**PROBLEM REQUIREMENTS:** In the copy, keep every word of the data below and none of its pictures.

↓↓↓

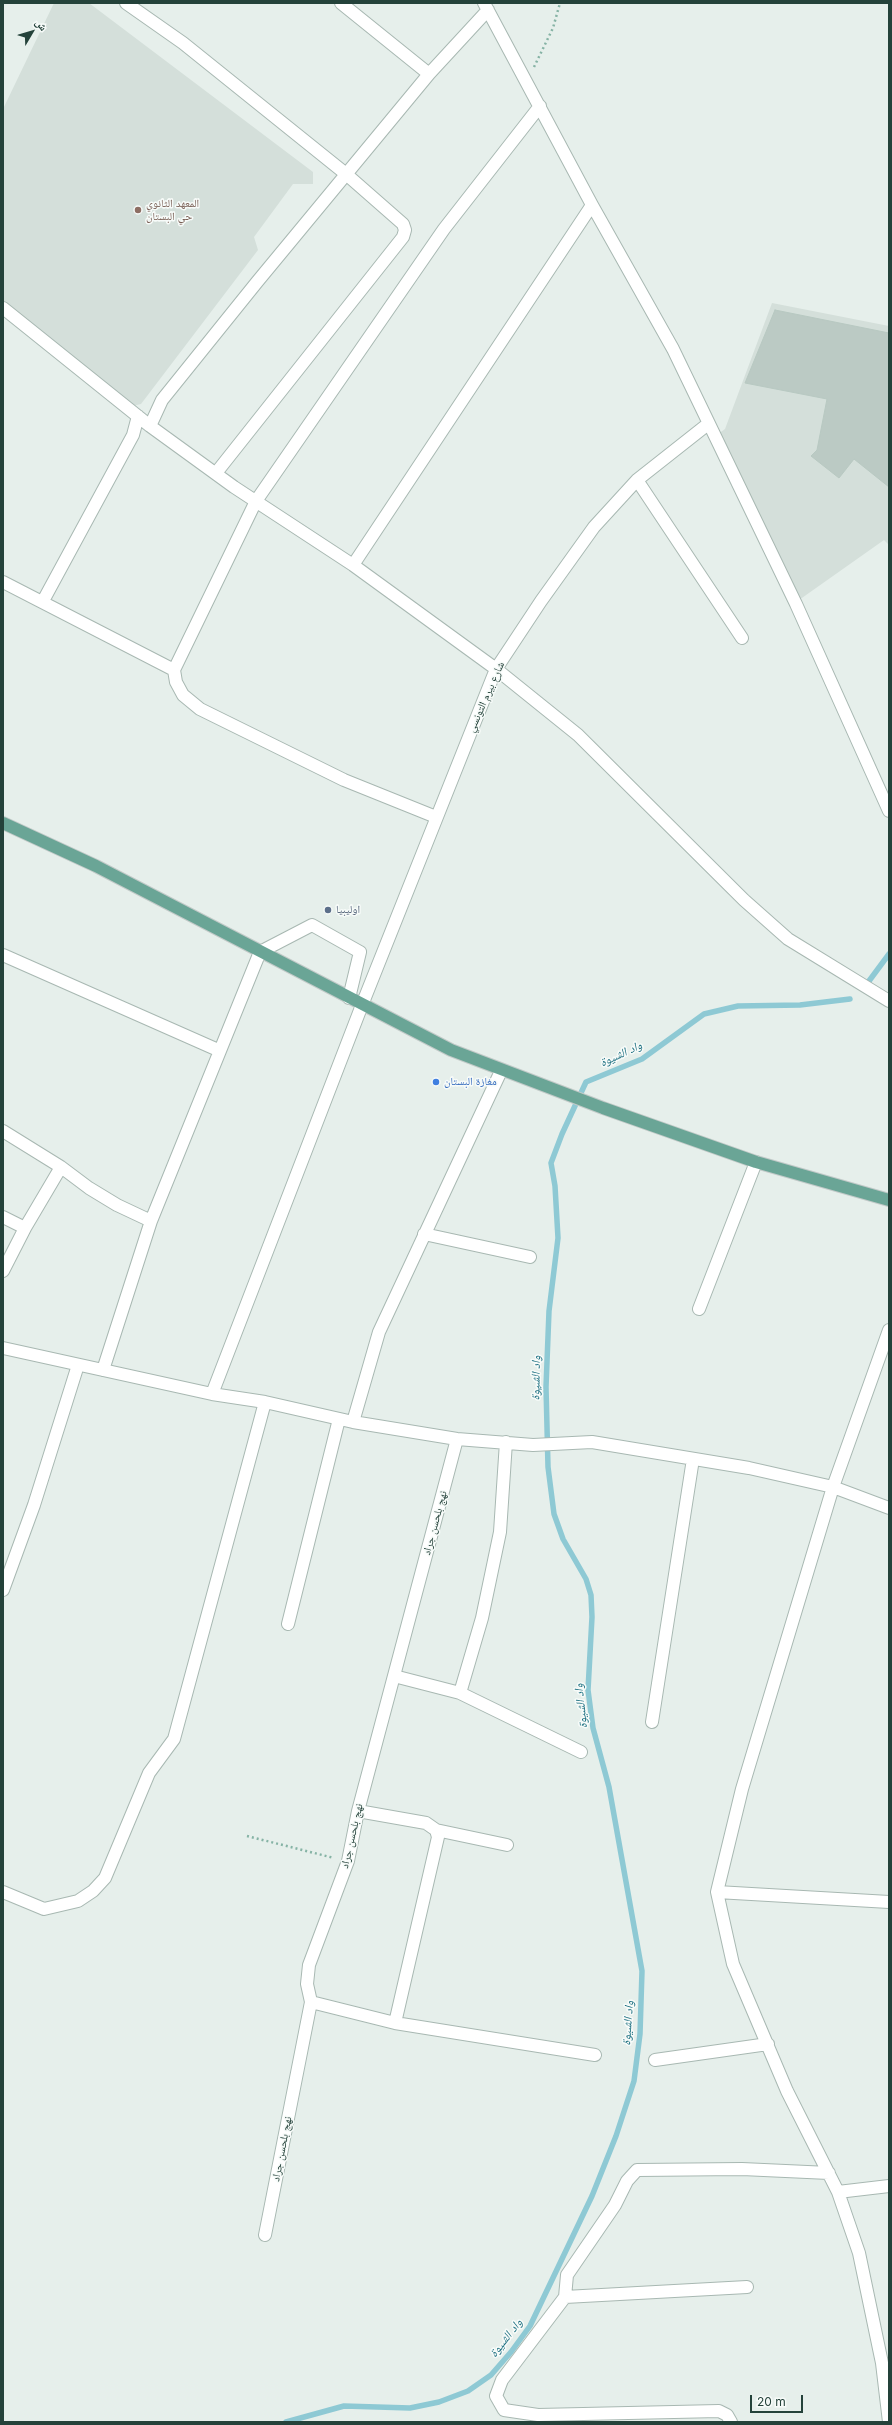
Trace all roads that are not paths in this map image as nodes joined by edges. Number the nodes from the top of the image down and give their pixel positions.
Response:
1 (126, 3) edge
2 (341, 3) edge
3 (486, 6) edge
4 (429, 74) junction
5 (540, 106) junction
6 (346, 174) junction
7 (592, 205) junction
8 (3, 308) edge
9 (138, 416) junction
10 (708, 424) junction
11 (150, 426) junction
12 (216, 473) junction
13 (636, 480) junction
14 (256, 500) junction
15 (353, 565) junction
16 (3, 582) edge
17 (43, 601) junction
18 (742, 638) dead end
19 (496, 669) junction
20 (174, 670) junction
21 (889, 811) edge
22 (436, 817) junction
23 (3, 823) edge
24 (260, 952) junction
25 (3, 955) edge
26 (349, 998) junction
27 (889, 1001) edge
28 (362, 1005) junction
29 (218, 1050) junction
30 (501, 1071) junction
31 (3, 1131) edge
32 (756, 1162) junction
33 (61, 1167) junction
34 (889, 1200) edge
35 (3, 1217) edge
36 (151, 1221) junction
37 (25, 1228) junction
38 (424, 1234) junction
39 (530, 1257) dead end
40 (3, 1271) edge
41 (700, 1308) dead end
42 (889, 1330) edge
43 (3, 1348) edge
44 (78, 1365) junction
45 (103, 1370) junction
46 (212, 1394) junction
47 (265, 1402) junction
48 (339, 1419) junction
49 (353, 1422) junction
50 (457, 1439) junction
51 (506, 1442) junction
52 (693, 1459) junction
53 (833, 1487) junction
54 (889, 1508) edge
55 (3, 1590) edge
56 (288, 1624) dead end
57 (394, 1676) junction
58 (460, 1693) junction
59 (652, 1722) dead end
60 (580, 1752) dead end
61 (358, 1811) junction
62 (436, 1830) junction
63 (507, 1845) dead end
64 (3, 1892) edge
65 (717, 1892) junction
66 (889, 1902) edge
67 (312, 2002) junction
68 (395, 2023) junction
69 (768, 2044) junction
70 (595, 2055) dead end
71 (655, 2060) dead end
72 (828, 2173) junction
73 (889, 2186) edge
74 (838, 2192) junction
75 (265, 2235) dead end
76 (747, 2287) dead end
77 (565, 2297) junction
78 (885, 2363) edge
79 (731, 2422) edge
80 (889, 2422) edge

1 - 6 street
2 - 4 street
3 - 4 street
3 - 5 street
4 - 6 street
5 - 7 street
5 - 14 street
6 - 11 street
6 - 12 street
7 - 10 street
7 - 15 street
8 - 9 street
9 - 11 street
9 - 17 street
10 - 13 street, شارع بيرم التونسي
10 - 21 street
11 - 12 street
12 - 14 street
13 - 18 street
13 - 19 street, شارع بيرم التونسي
14 - 15 street
14 - 20 street
15 - 19 street
16 - 17 street
17 - 20 street
19 - 22 street, شارع بيرم التونسي
19 - 27 street
20 - 22 street
22 - 28 street, شارع بيرم التونسي
23 - 24 main road
24 - 26 main road
24 - 26 street
24 - 29 street
25 - 29 street
26 - 28 main road
28 - 30 main road
28 - 46 street, شارع بيرم التونسي
29 - 36 street
30 - 32 main road
30 - 38 street
31 - 33 street
32 - 34 main road
32 - 41 street
33 - 36 street
33 - 37 street
35 - 37 street
36 - 45 street
37 - 40 street
38 - 39 street
38 - 49 street
42 - 53 street
43 - 44 street
44 - 45 street
44 - 55 street
45 - 46 street
46 - 47 street
47 - 48 street
47 - 64 street
48 - 49 street
48 - 56 street
49 - 50 street
50 - 51 street
50 - 57 street, نهج بلحسن جراد
51 - 52 street
51 - 58 street
52 - 53 street
52 - 59 street
53 - 54 street
53 - 65 street
57 - 58 street
57 - 61 street, نهج بلحسن جراد
58 - 60 street
61 - 62 street
61 - 67 street, نهج بلحسن جراد
62 - 63 street
62 - 68 street
65 - 66 street
65 - 69 street
67 - 68 street
67 - 75 street, نهج بلحسن جراد
68 - 70 street
69 - 71 street
69 - 72 street
72 - 74 street
72 - 77 street
73 - 74 street
74 - 78 street
76 - 77 street
77 - 79 street
78 - 80 street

↑↑↑

**YOUR RESPONSE:**
Trace all roads that are not paths in this map image as nodes joined by edges. Number the nodes from the top of the image down and give their pixel positions.
Response:
1 (126, 3) edge
2 (341, 3) edge
3 (486, 6) edge
4 (429, 74) junction
5 (540, 106) junction
6 (346, 174) junction
7 (592, 205) junction
8 (3, 308) edge
9 (138, 416) junction
10 (708, 424) junction
11 (150, 426) junction
12 (216, 473) junction
13 (636, 480) junction
14 (256, 500) junction
15 (353, 565) junction
16 (3, 582) edge
17 (43, 601) junction
18 (742, 638) dead end
19 (496, 669) junction
20 (174, 670) junction
21 (889, 811) edge
22 (436, 817) junction
23 (3, 823) edge
24 (260, 952) junction
25 (3, 955) edge
26 (349, 998) junction
27 (889, 1001) edge
28 (362, 1005) junction
29 (218, 1050) junction
30 (501, 1071) junction
31 (3, 1131) edge
32 (756, 1162) junction
33 (61, 1167) junction
34 (889, 1200) edge
35 (3, 1217) edge
36 (151, 1221) junction
37 (25, 1228) junction
38 (424, 1234) junction
39 (530, 1257) dead end
40 (3, 1271) edge
41 (700, 1308) dead end
42 (889, 1330) edge
43 (3, 1348) edge
44 (78, 1365) junction
45 (103, 1370) junction
46 (212, 1394) junction
47 (265, 1402) junction
48 (339, 1419) junction
49 (353, 1422) junction
50 (457, 1439) junction
51 (506, 1442) junction
52 (693, 1459) junction
53 (833, 1487) junction
54 (889, 1508) edge
55 (3, 1590) edge
56 (288, 1624) dead end
57 (394, 1676) junction
58 (460, 1693) junction
59 (652, 1722) dead end
60 (580, 1752) dead end
61 (358, 1811) junction
62 (436, 1830) junction
63 (507, 1845) dead end
64 (3, 1892) edge
65 (717, 1892) junction
66 (889, 1902) edge
67 (312, 2002) junction
68 (395, 2023) junction
69 (768, 2044) junction
70 (595, 2055) dead end
71 (655, 2060) dead end
72 (828, 2173) junction
73 (889, 2186) edge
74 (838, 2192) junction
75 (265, 2235) dead end
76 (747, 2287) dead end
77 (565, 2297) junction
78 (885, 2363) edge
79 (731, 2422) edge
80 (889, 2422) edge

1 - 6 street
2 - 4 street
3 - 4 street
3 - 5 street
4 - 6 street
5 - 7 street
5 - 14 street
6 - 11 street
6 - 12 street
7 - 10 street
7 - 15 street
8 - 9 street
9 - 11 street
9 - 17 street
10 - 13 street, شارع بيرم التونسي
10 - 21 street
11 - 12 street
12 - 14 street
13 - 18 street
13 - 19 street, شارع بيرم التونسي
14 - 15 street
14 - 20 street
15 - 19 street
16 - 17 street
17 - 20 street
19 - 22 street, شارع بيرم التونسي
19 - 27 street
20 - 22 street
22 - 28 street, شارع بيرم التونسي
23 - 24 main road
24 - 26 main road
24 - 26 street
24 - 29 street
25 - 29 street
26 - 28 main road
28 - 30 main road
28 - 46 street, شارع بيرم التونسي
29 - 36 street
30 - 32 main road
30 - 38 street
31 - 33 street
32 - 34 main road
32 - 41 street
33 - 36 street
33 - 37 street
35 - 37 street
36 - 45 street
37 - 40 street
38 - 39 street
38 - 49 street
42 - 53 street
43 - 44 street
44 - 45 street
44 - 55 street
45 - 46 street
46 - 47 street
47 - 48 street
47 - 64 street
48 - 49 street
48 - 56 street
49 - 50 street
50 - 51 street
50 - 57 street, نهج بلحسن جراد
51 - 52 street
51 - 58 street
52 - 53 street
52 - 59 street
53 - 54 street
53 - 65 street
57 - 58 street
57 - 61 street, نهج بلحسن جراد
58 - 60 street
61 - 62 street
61 - 67 street, نهج بلحسن جراد
62 - 63 street
62 - 68 street
65 - 66 street
65 - 69 street
67 - 68 street
67 - 75 street, نهج بلحسن جراد
68 - 70 street
69 - 71 street
69 - 72 street
72 - 74 street
72 - 77 street
73 - 74 street
74 - 78 street
76 - 77 street
77 - 79 street
78 - 80 street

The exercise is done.